Fallon’s mind searched, but came up empty.
“Sorry, Buster. I don’t recall the privilege of meeting you.”
“Choctaw Nation. You arrested me.” His left hand rose slowly, carefully, and the pointer finger traced a thin scar from the part in his hair to the center of his forehead.
He didn’t look that old, Fallon thought, but it was hard to figure out the age of a man as dirty as this one.
“I arrested a lot of men,” Fallon said. “But, congratulations. You’re out of jail. Now, if you’ll excuse me.”
“Buster,” the waitress called out. “I don’t want y’all wreckin’ dis place. Y’all take yer business outside.”
The men did not move.
“What’s going on, Papa?” Rachel Renee asked.
“Christina,” Fallon said tightly, “go on home. I’ll see you in a bit.”
“You sure?” his wife said.
“Yeah.” He had sized up the men. He would not need Christina’s assistance with these three, and he didn’t want his baby girl to see her papa at this kind of work. Fallon nodded at the weasel. “If you’ll step aside, let my family go home. They have a lot of unpacking to do.”
“They might wanna pack up,” the burly man said, causing the thin one with the pipe to snigger.
But they did step aside, though the weasel warned Christina, “Don’t go after no law dog. Just go straight home.”
“I thought we were gonna see the town,” Rachel Renee said. Christina scooped up the girl.
“We are,” Fallon said. “After I finish my business with these . . . gentlemen. I’ll be home in a jiffy.”
“In a box,” the weasel whispered with a malevolent grin as they stepped aside to let Fallon’s wife and child leave the restaurant. The one with the pipe turned sideways to watch through the window as Christina and Renee moved down the sidewalk.
“Where they headin’?” the weasel asked.
“West,” the thin one said.
“Might find a law dog down,” the big brute said.
“This shouldn’t take long,” the weasel said.
“I’m gonna call de police,” the waitress bellowed, “if ya don’t take dis outside.”
Fallon realized that the restaurant was empty of paying customers. The cook stepped out of the kitchen. Fallon could see him through the reflection in one of the windows with the shades partially drawn to keep out the sun. His eyes turned briefly, but this side of the street wasn’t crowded. No one passed by, and Fallon realized how late they were getting out of the house. The dinner rush was long over. Not a peace officer to be found anywhere.
“Would you three like to take this matter outside?” Fallon asked, trying to sound respectful, or at least, courteous.
“Nah,” the weasel said. “A copper would likely interrupt our getting-reacquainted party.”
“I see.” Fallon’s mind began racing. “So . . . Buster Jenkins. Remind me of how we met.”
“Choctaw Nation. I was runnin’ whiskey.”
Fallon’s head bobbed. “A popular diversion.”

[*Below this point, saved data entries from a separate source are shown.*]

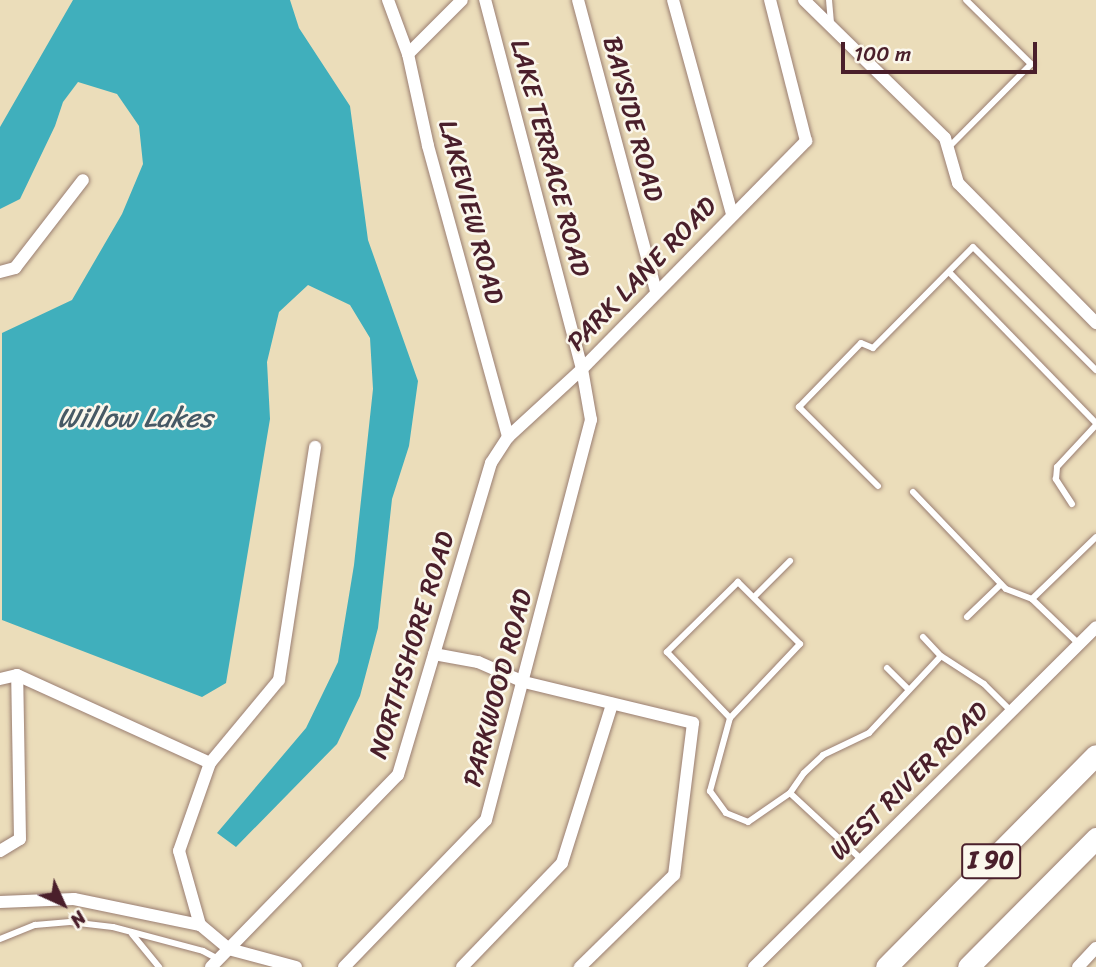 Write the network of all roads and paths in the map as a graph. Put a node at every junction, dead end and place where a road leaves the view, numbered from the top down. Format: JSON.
{"nodes":[{"id":1,"x":388,"y":0,"type":"edge"},
{"id":2,"x":463,"y":0,"type":"edge"},
{"id":3,"x":485,"y":0,"type":"edge"},
{"id":4,"x":578,"y":0,"type":"edge"},
{"id":5,"x":673,"y":0,"type":"edge"},
{"id":6,"x":770,"y":0,"type":"edge"},
{"id":7,"x":804,"y":0,"type":"edge"},
{"id":8,"x":829,"y":0,"type":"edge"},
{"id":9,"x":966,"y":0,"type":"edge"},
{"id":10,"x":831,"y":26,"type":"junction"},
{"id":11,"x":408,"y":54,"type":"junction"},
{"id":12,"x":948,"y":148,"type":"junction"},
{"id":13,"x":83,"y":180,"type":"dead end"},
{"id":14,"x":732,"y":214,"type":"junction"},
{"id":15,"x":0,"y":272,"type":"edge"},
{"id":16,"x":949,"y":272,"type":"junction"},
{"id":17,"x":656,"y":291,"type":"junction"},
{"id":18,"x":1096,"y":323,"type":"edge"},
{"id":19,"x":582,"y":369,"type":"junction"},
{"id":20,"x":1096,"y":370,"type":"edge"},
{"id":21,"x":1096,"y":424,"type":"edge"},
{"id":22,"x":508,"y":437,"type":"junction"},
{"id":23,"x":315,"y":447,"type":"dead end"},
{"id":24,"x":878,"y":486,"type":"dead end"},
{"id":25,"x":913,"y":492,"type":"dead end"},
{"id":26,"x":1072,"y":504,"type":"dead end"},
{"id":27,"x":1096,"y":537,"type":"edge"},
{"id":28,"x":790,"y":561,"type":"dead end"},
{"id":29,"x":1001,"y":584,"type":"junction"},
{"id":30,"x":754,"y":597,"type":"junction"},
{"id":31,"x":1032,"y":599,"type":"junction"},
{"id":32,"x":967,"y":617,"type":"dead end"},
{"id":33,"x":1096,"y":627,"type":"edge"},
{"id":34,"x":923,"y":637,"type":"dead end"},
{"id":35,"x":1079,"y":644,"type":"junction"},
{"id":36,"x":434,"y":654,"type":"junction"},
{"id":37,"x":941,"y":656,"type":"junction"},
{"id":38,"x":887,"y":668,"type":"dead end"},
{"id":39,"x":17,"y":675,"type":"junction"},
{"id":40,"x":0,"y":679,"type":"edge"},
{"id":41,"x":524,"y":682,"type":"junction"},
{"id":42,"x":908,"y":689,"type":"junction"},
{"id":43,"x":612,"y":704,"type":"junction"},
{"id":44,"x":1011,"y":711,"type":"junction"},
{"id":45,"x":730,"y":718,"type":"junction"},
{"id":46,"x":1096,"y":755,"type":"edge"},
{"id":47,"x":210,"y":763,"type":"junction"},
{"id":48,"x":790,"y":793,"type":"junction"},
{"id":49,"x":1096,"y":838,"type":"edge"},
{"id":50,"x":0,"y":850,"type":"edge"},
{"id":51,"x":862,"y":860,"type":"junction"},
{"id":52,"x":0,"y":902,"type":"edge"},
{"id":53,"x":200,"y":925,"type":"junction"},
{"id":54,"x":130,"y":932,"type":"junction"},
{"id":55,"x":0,"y":939,"type":"edge"},
{"id":56,"x":1096,"y":948,"type":"edge"},
{"id":57,"x":229,"y":949,"type":"junction"},
{"id":58,"x":215,"y":963,"type":"edge"},
{"id":59,"x":159,"y":967,"type":"edge"},
{"id":60,"x":296,"y":967,"type":"edge"},
{"id":61,"x":344,"y":967,"type":"edge"},
{"id":62,"x":462,"y":967,"type":"edge"},
{"id":63,"x":580,"y":967,"type":"edge"},
{"id":64,"x":754,"y":967,"type":"edge"},
{"id":65,"x":886,"y":967,"type":"edge"},
{"id":66,"x":968,"y":967,"type":"edge"},
{"id":67,"x":1078,"y":967,"type":"edge"}],
"edges":[{"from":1,"to":11,"type":"street","name":"LAKEVIEW ROAD"},
{"from":2,"to":11,"type":"street"},
{"from":3,"to":19,"type":"street","name":"LAKE TERRACE ROAD"},
{"from":4,"to":17,"type":"street","name":"BAYSIDE ROAD"},
{"from":5,"to":14,"type":"street"},
{"from":6,"to":14,"type":"street","name":"PARK LANE ROAD"},
{"from":7,"to":10,"type":"street"},
{"from":8,"to":10,"type":"lane"},
{"from":9,"to":12,"type":"lane"},
{"from":10,"to":12,"type":"street"},
{"from":11,"to":22,"type":"street","name":"LAKEVIEW ROAD"},
{"from":12,"to":18,"type":"street"},
{"from":13,"to":15,"type":"street"},
{"from":14,"to":17,"type":"street","name":"PARK LANE ROAD"},
{"from":16,"to":20,"type":"lane"},
{"from":16,"to":21,"type":"lane"},
{"from":16,"to":24,"type":"lane"},
{"from":17,"to":19,"type":"street","name":"PARK LANE ROAD"},
{"from":19,"to":22,"type":"street","name":"PARK LANE ROAD"},
{"from":19,"to":41,"type":"street","name":"PARKWOOD ROAD"},
{"from":21,"to":26,"type":"lane"},
{"from":22,"to":36,"type":"street","name":"NORTHSHORE ROAD"},
{"from":23,"to":47,"type":"street"},
{"from":25,"to":29,"type":"lane"},
{"from":27,"to":31,"type":"lane"},
{"from":28,"to":30,"type":"lane"},
{"from":29,"to":31,"type":"lane"},
{"from":29,"to":32,"type":"lane"},
{"from":30,"to":45,"type":"lane"},
{"from":30,"to":45,"type":"lane"},
{"from":31,"to":35,"type":"lane"},
{"from":33,"to":35,"type":"street","name":"WEST RIVER ROAD"},
{"from":34,"to":37,"type":"lane"},
{"from":35,"to":44,"type":"street","name":"WEST RIVER ROAD"},
{"from":36,"to":41,"type":"street"},
{"from":36,"to":57,"type":"street","name":"NORTHSHORE ROAD"},
{"from":37,"to":42,"type":"lane"},
{"from":37,"to":44,"type":"lane"},
{"from":38,"to":42,"type":"lane"},
{"from":39,"to":40,"type":"street"},
{"from":39,"to":47,"type":"street"},
{"from":39,"to":50,"type":"street"},
{"from":41,"to":43,"type":"street"},
{"from":41,"to":61,"type":"street","name":"PARKWOOD ROAD"},
{"from":42,"to":48,"type":"lane"},
{"from":43,"to":62,"type":"street"},
{"from":43,"to":63,"type":"street"},
{"from":44,"to":51,"type":"street","name":"WEST RIVER ROAD"},
{"from":45,"to":48,"type":"lane"},
{"from":46,"to":65,"type":"highway","number":"I 90"},
{"from":47,"to":53,"type":"street"},
{"from":48,"to":51,"type":"lane"},
{"from":49,"to":66,"type":"highway","number":"I 90"},
{"from":51,"to":64,"type":"street","name":"WEST RIVER ROAD"},
{"from":52,"to":53,"type":"street"},
{"from":53,"to":57,"type":"street"},
{"from":54,"to":55,"type":"lane"},
{"from":54,"to":58,"type":"lane"},
{"from":54,"to":59,"type":"lane"},
{"from":56,"to":67,"type":"street"},
{"from":57,"to":58,"type":"street","name":"NORTHSHORE ROAD"},
{"from":57,"to":60,"type":"street"}]}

“Yeah. So was eighteen months in Detroit.”
“Well, you’ve been out for some time. I haven’t been a deputy marshal in Fort Smith for years and years.”
“We know,” the weasel said. “You was a big-time law dog in Wyoming. Now you’s gonna be runnin’ a prison. The big one here in town.”
Fallon nodded. It struck him that Buster Jenkins was not aware of what had happened to Fallon some time after Jenkins had been sent to the Detroit House of Corrections. That Fallon had spent ten years in Joliet. That Fallon had then worked as an operative in three other prisons. He figured Buster Jenkins did not even know about the gunfight Fallon had been in the middle of during the bank robbery a few weeks back.
“Been readin’ ’bout you,” Jenkins said.
“I didn’t know you could read,” Fallon said. “Did they teach you that in Detroit?”